The Fed’s favored inflation gauge, core PCE, continues to fall away from it’s target of 2%.
Here’s a look at the chart …
With a Fed meeting this week, they remain in the sweet spot. They have trend economic growth, subdued inflation and a 10-year yield at 2.5%. They can sit and watch. They could cut! That’s highly unlikely, but less unlikely by the summer, if current conditions persist.
The market is pricing in about a 60% chance that we’ll see a rate cut by year-end. It doesn’t sound so crazy, if you consider that it would underpin/if not ensure the continuation of the economic expansion — perhaps even fueling an economic boom period.
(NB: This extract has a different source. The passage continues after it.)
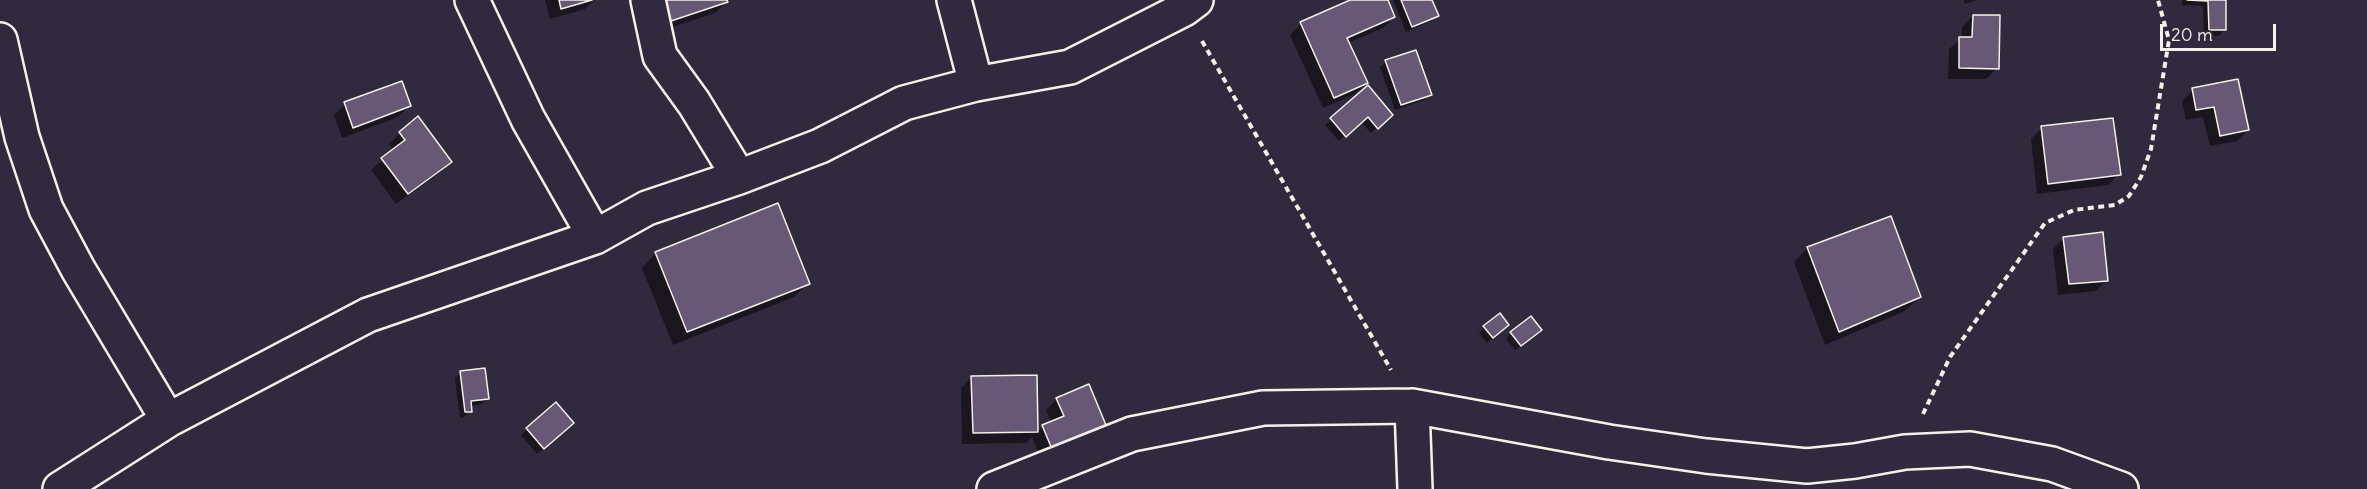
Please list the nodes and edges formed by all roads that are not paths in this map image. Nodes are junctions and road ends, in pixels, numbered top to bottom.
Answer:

Remember, we’ve talked about the 1994-1995 parallels. In 1994, an overly aggressive Fed raised rates into a recovering, low inflation economy. By 1995, they were cutting. That led to a 36% rise in stocks in 1995. And it led to 4% growth in the economy through late 2000 — 18 consecutive quarters of 4%+ growth. Stocks tripled over the five-year period.
This, as the S&P 500 is already sitting on new record highs? As I said earlier this year, with yields back (well) under 3%, we should see multiples on stocks expand back toward 20x in this environment.
The forward 12-month P/E on the S&P 500 is currently 16.8. If we multiply Wall Street’s earnings estimate on the S&P 500 ($175) times a P/E of 20, we get 3,500 in the S&P 500. That’s 19% higher than current levels.
But keep in mind, the earnings estimate bar has been set low. And already 77% of companies are beating estimates on Q1 earnings. I suspect, we’ll see higher earnings over the next twelve months than Wall Street has estimated, AND a higher multiple paid on those earnings (i.e. an outlook for an S&P 500 > 3,500).